Saved data entries
++++
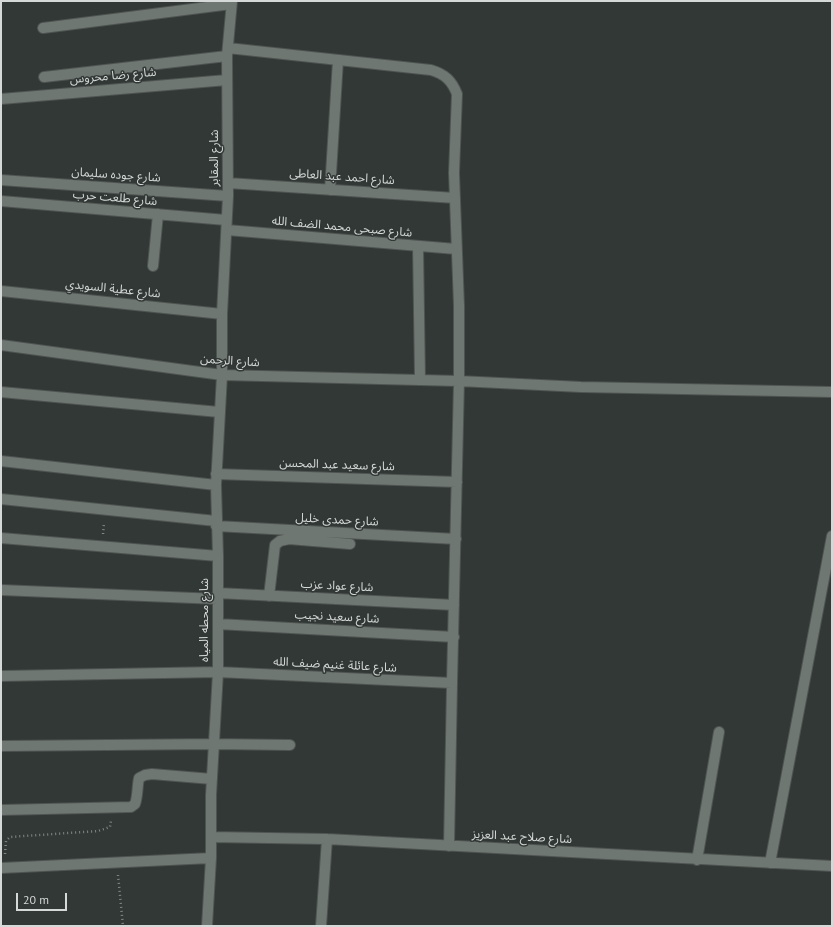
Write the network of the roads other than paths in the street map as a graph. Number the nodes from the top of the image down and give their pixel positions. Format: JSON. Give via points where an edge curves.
{"nodes":[{"id":1,"x":231,"y":2,"type":"edge"},
{"id":2,"x":44,"y":28,"type":"dead end"},
{"id":3,"x":228,"y":52,"type":"junction"},
{"id":4,"x":338,"y":60,"type":"junction"},
{"id":5,"x":44,"y":77,"type":"dead end"},
{"id":6,"x":227,"y":80,"type":"junction"},
{"id":7,"x":1,"y":99,"type":"edge"},
{"id":8,"x":1,"y":180,"type":"edge"},
{"id":9,"x":228,"y":183,"type":"junction"},
{"id":10,"x":330,"y":190,"type":"junction"},
{"id":11,"x":228,"y":196,"type":"junction"},
{"id":12,"x":454,"y":198,"type":"junction"},
{"id":13,"x":1,"y":201,"type":"edge"},
{"id":14,"x":158,"y":214,"type":"junction"},
{"id":15,"x":227,"y":225,"type":"junction"},
{"id":16,"x":418,"y":246,"type":"junction"},
{"id":17,"x":456,"y":249,"type":"junction"},
{"id":18,"x":153,"y":266,"type":"dead end"},
{"id":19,"x":1,"y":291,"type":"edge"},
{"id":20,"x":222,"y":314,"type":"junction"},
{"id":21,"x":1,"y":346,"type":"edge"},
{"id":22,"x":222,"y":375,"type":"junction"},
{"id":23,"x":420,"y":380,"type":"junction"},
{"id":24,"x":459,"y":381,"type":"junction"},
{"id":25,"x":1,"y":392,"type":"edge"},
{"id":26,"x":832,"y":392,"type":"edge"},
{"id":27,"x":219,"y":412,"type":"junction"},
{"id":28,"x":1,"y":461,"type":"edge"},
{"id":29,"x":216,"y":474,"type":"junction"},
{"id":30,"x":457,"y":482,"type":"junction"},
{"id":31,"x":216,"y":485,"type":"junction"},
{"id":32,"x":1,"y":499,"type":"edge"},
{"id":33,"x":216,"y":524,"type":"junction"},
{"id":34,"x":832,"y":536,"type":"edge"},
{"id":35,"x":1,"y":538,"type":"edge"},
{"id":36,"x":456,"y":539,"type":"junction"},
{"id":37,"x":350,"y":544,"type":"dead end"},
{"id":38,"x":218,"y":556,"type":"junction"},
{"id":39,"x":1,"y":590,"type":"edge"},
{"id":40,"x":218,"y":596,"type":"junction"},
{"id":41,"x":269,"y":596,"type":"junction"},
{"id":42,"x":454,"y":605,"type":"junction"},
{"id":43,"x":218,"y":624,"type":"junction"},
{"id":44,"x":454,"y":637,"type":"junction"},
{"id":45,"x":218,"y":672,"type":"junction"},
{"id":46,"x":1,"y":676,"type":"edge"},
{"id":47,"x":452,"y":683,"type":"junction"},
{"id":48,"x":719,"y":732,"type":"dead end"},
{"id":49,"x":214,"y":744,"type":"junction"},
{"id":50,"x":1,"y":746,"type":"edge"},
{"id":51,"x":290,"y":746,"type":"dead end"},
{"id":52,"x":212,"y":779,"type":"junction"},
{"id":53,"x":1,"y":810,"type":"edge"},
{"id":54,"x":211,"y":837,"type":"junction"},
{"id":55,"x":327,"y":839,"type":"junction"},
{"id":56,"x":449,"y":846,"type":"junction"},
{"id":57,"x":211,"y":858,"type":"junction"},
{"id":58,"x":697,"y":860,"type":"junction"},
{"id":59,"x":770,"y":863,"type":"junction"},
{"id":60,"x":832,"y":866,"type":"edge"},
{"id":61,"x":3,"y":868,"type":"edge"},
{"id":62,"x":207,"y":926,"type":"edge"},
{"id":63,"x":321,"y":926,"type":"edge"}],
"edges":[{"from":1,"to":2,"type":"street"},
{"from":1,"to":3,"type":"street","name":"شارع المقابر"},
{"from":3,"to":4,"type":"street"},
{"from":3,"to":5,"type":"street"},
{"from":3,"to":6,"type":"street","name":"شارع المقابر"},
{"from":4,"to":10,"type":"street"},
{"from":4,"to":12,"type":"street","via":[[432,70],[448,78],[457,94]]},
{"from":6,"to":7,"type":"street","name":"شارع رضا محروس"},
{"from":6,"to":9,"type":"street","name":"شارع المقابر"},
{"from":8,"to":11,"type":"street","name":"شارع جوده سليمان"},
{"from":9,"to":10,"type":"street","name":"شارع احمد عبد العاطى"},
{"from":9,"to":11,"type":"street","name":"شارع المقابر"},
{"from":10,"to":12,"type":"street","name":"شارع احمد عبد العاطى"},
{"from":11,"to":15,"type":"street","name":"شارع المقابر"},
{"from":12,"to":17,"type":"street"},
{"from":13,"to":14,"type":"street","name":"شارع طلعت حرب"},
{"from":14,"to":15,"type":"street","name":"شارع طلعت حرب"},
{"from":14,"to":18,"type":"street"},
{"from":15,"to":16,"type":"street","name":"شارع صبحى محمد الضف الله"},
{"from":15,"to":20,"type":"street","name":"شارع المقابر"},
{"from":16,"to":17,"type":"street","name":"شارع صبحى محمد الضف الله"},
{"from":16,"to":23,"type":"street"},
{"from":17,"to":24,"type":"street"},
{"from":19,"to":20,"type":"street","name":"شارع عطية السويدي"},
{"from":20,"to":22,"type":"street","name":"شارع محطه المياه"},
{"from":21,"to":22,"type":"street","name":"شارع الرحمن"},
{"from":22,"to":23,"type":"street","name":"شارع الرحمن"},
{"from":22,"to":27,"type":"street","name":"شارع محطه المياه"},
{"from":23,"to":24,"type":"street","name":"شارع الرحمن"},
{"from":24,"to":26,"type":"street","name":"شارع الرحمن","via":[[581,387]]},
{"from":24,"to":30,"type":"street"},
{"from":25,"to":27,"type":"street"},
{"from":27,"to":29,"type":"street","name":"شارع محطه المياه"},
{"from":28,"to":31,"type":"street"},
{"from":29,"to":30,"type":"street","name":"شارع سعيد عبد المحسن"},
{"from":29,"to":31,"type":"street","name":"شارع محطه المياه"},
{"from":30,"to":36,"type":"street"},
{"from":31,"to":33,"type":"street","name":"شارع محطه المياه"},
{"from":32,"to":33,"type":"street","name":"شارع حمدى خليل","via":[[105,509]]},
{"from":33,"to":36,"type":"street","name":"شارع حمدى خليل"},
{"from":33,"to":38,"type":"street","name":"شارع محطه المياه"},
{"from":34,"to":59,"type":"street"},
{"from":35,"to":38,"type":"street"},
{"from":36,"to":42,"type":"street"},
{"from":37,"to":41,"type":"street","via":[[289,539],[280,541],[276,545]]},
{"from":38,"to":40,"type":"street","name":"شارع محطه المياه"},
{"from":39,"to":40,"type":"street","name":"شارع عواد عزب"},
{"from":40,"to":41,"type":"street","name":"شارع عواد عزب"},
{"from":40,"to":43,"type":"street","name":"شارع محطه المياه"},
{"from":41,"to":42,"type":"street","name":"شارع عواد عزب"},
{"from":42,"to":44,"type":"street"},
{"from":43,"to":44,"type":"street","name":"شارع سعيد نجيب"},
{"from":43,"to":45,"type":"street","name":"شارع محطه المياه"},
{"from":44,"to":47,"type":"street"},
{"from":45,"to":46,"type":"street","name":"شارع عائلة غنيم ضيف الله"},
{"from":45,"to":47,"type":"street","name":"شارع عائلة غنيم ضيف الله"},
{"from":45,"to":49,"type":"street","name":"شارع محطه المياه"},
{"from":47,"to":56,"type":"street"},
{"from":48,"to":58,"type":"street"},
{"from":49,"to":50,"type":"street"},
{"from":49,"to":51,"type":"street"},
{"from":49,"to":52,"type":"street","name":"شارع محطه المياه"},
{"from":52,"to":53,"type":"street","via":[[145,775],[140,778],[135,804],[131,807]]},
{"from":52,"to":54,"type":"street","name":"شارع محطه المياه"},
{"from":54,"to":55,"type":"street","name":"شارع صلاح عبد العزيز"},
{"from":54,"to":57,"type":"street","name":"شارع محطه المياه"},
{"from":55,"to":56,"type":"street","name":"شارع صلاح عبد العزيز"},
{"from":55,"to":63,"type":"street"},
{"from":56,"to":58,"type":"street","name":"شارع صلاح عبد العزيز"},
{"from":57,"to":61,"type":"street"},
{"from":57,"to":62,"type":"street","name":"شارع محطه المياه"},
{"from":58,"to":59,"type":"street","name":"شارع صلاح عبد العزيز"},
{"from":59,"to":60,"type":"street","name":"شارع صلاح عبد العزيز"}]}
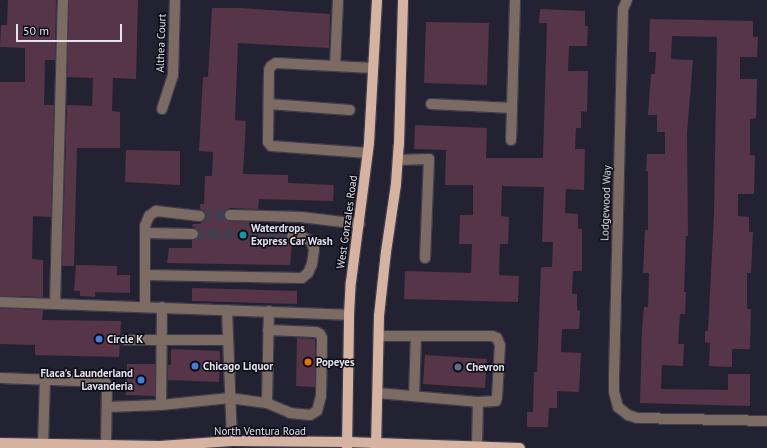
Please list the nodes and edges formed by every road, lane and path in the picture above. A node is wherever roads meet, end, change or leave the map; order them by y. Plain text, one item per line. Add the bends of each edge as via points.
1 (63, 0) edge
2 (175, 0) edge
3 (338, 0) edge
4 (377, 0) edge
5 (403, 0) edge
6 (515, 0) edge
7 (627, 0) edge
8 (335, 66) junction
9 (373, 68) junction
10 (269, 104) junction
11 (431, 104) dead end
12 (512, 108) junction
13 (162, 109) dead end
14 (350, 110) dead end
15 (511, 140) dead end
16 (368, 153) junction
17 (398, 160) junction
18 (230, 215) tunnel mouth
19 (200, 216) tunnel mouth
20 (360, 224) junction
21 (145, 233) junction
22 (193, 234) tunnel mouth
23 (292, 236) tunnel mouth
24 (425, 258) dead end
25 (145, 275) junction
26 (0, 302) edge
27 (55, 303) junction
28 (145, 306) junction
29 (162, 307) junction
30 (226, 310) junction
31 (269, 311) junction
32 (349, 314) junction
33 (268, 330) junction
34 (379, 336) junction
35 (416, 336) junction
36 (125, 340) dead end
37 (161, 340) junction
38 (228, 340) junction
39 (0, 378) edge
40 (45, 379) junction
41 (378, 393) junction
42 (414, 396) junction
43 (230, 398) junction
44 (478, 402) junction
45 (267, 404) junction
46 (161, 405) junction
47 (107, 407) junction
48 (767, 420) edge
49 (232, 442) junction
50 (0, 443) edge
51 (44, 444) junction
52 (347, 445) edge
53 (106, 446) junction
54 (376, 446) edge
55 (477, 447) junction
56 (520, 448) edge

1 - 27 street
2 - 13 street, Althea Court via 173,75
3 - 8 street
4 - 9 main road, West Gonzales Road
5 - 17 main road
6 - 12 street
7 - 48 street, Lodgewood Way via 624,9 614,373 614,392 618,407 628,415 638,418
8 - 9 street
8 - 10 street via 276,63 270,70
9 - 16 main road, West Gonzales Road
10 - 14 street
10 - 16 street via 268,142 271,146
11 - 12 street
12 - 15 street
16 - 20 main road, West Gonzales Road
17 - 24 street via 429,159
17 - 34 main road via 383,278
18 - 20 street via 300,217
19 - 21 street via 156,211 149,216
20 - 32 main road, West Gonzales Road
21 - 22 street
21 - 25 street
23 - 25 street via 311,241 314,249 312,264 302,278
25 - 28 street
26 - 27 street
27 - 28 street
28 - 29 street
29 - 30 street
29 - 37 street
30 - 31 street
30 - 38 street
31 - 32 street
31 - 33 street
32 - 52 main road, West Gonzales Road
33 - 45 street
33 - 45 street via 316,332 322,338 321,396 317,411 310,415 290,413
34 - 35 street
34 - 41 main road
35 - 42 street
35 - 44 street via 497,338 500,345 496,401
36 - 37 street
37 - 38 street
37 - 46 street
38 - 43 street
39 - 40 street
40 - 47 street via 105,382
40 - 51 street
41 - 42 street
41 - 54 main road
42 - 44 street
43 - 45 street
43 - 46 street
43 - 49 street
44 - 55 street
46 - 47 street
47 - 53 street
49 - 52 main road, North Ventura Road
49 - 53 main road, North Ventura Road
50 - 51 main road, North Ventura Road
51 - 53 main road, North Ventura Road
52 - 54 main road, North Ventura Road
54 - 55 main road, North Ventura Road
55 - 56 main road, North Ventura Road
++++
Across the records, how many lines contain "العزيز"? Only the number should be given.

5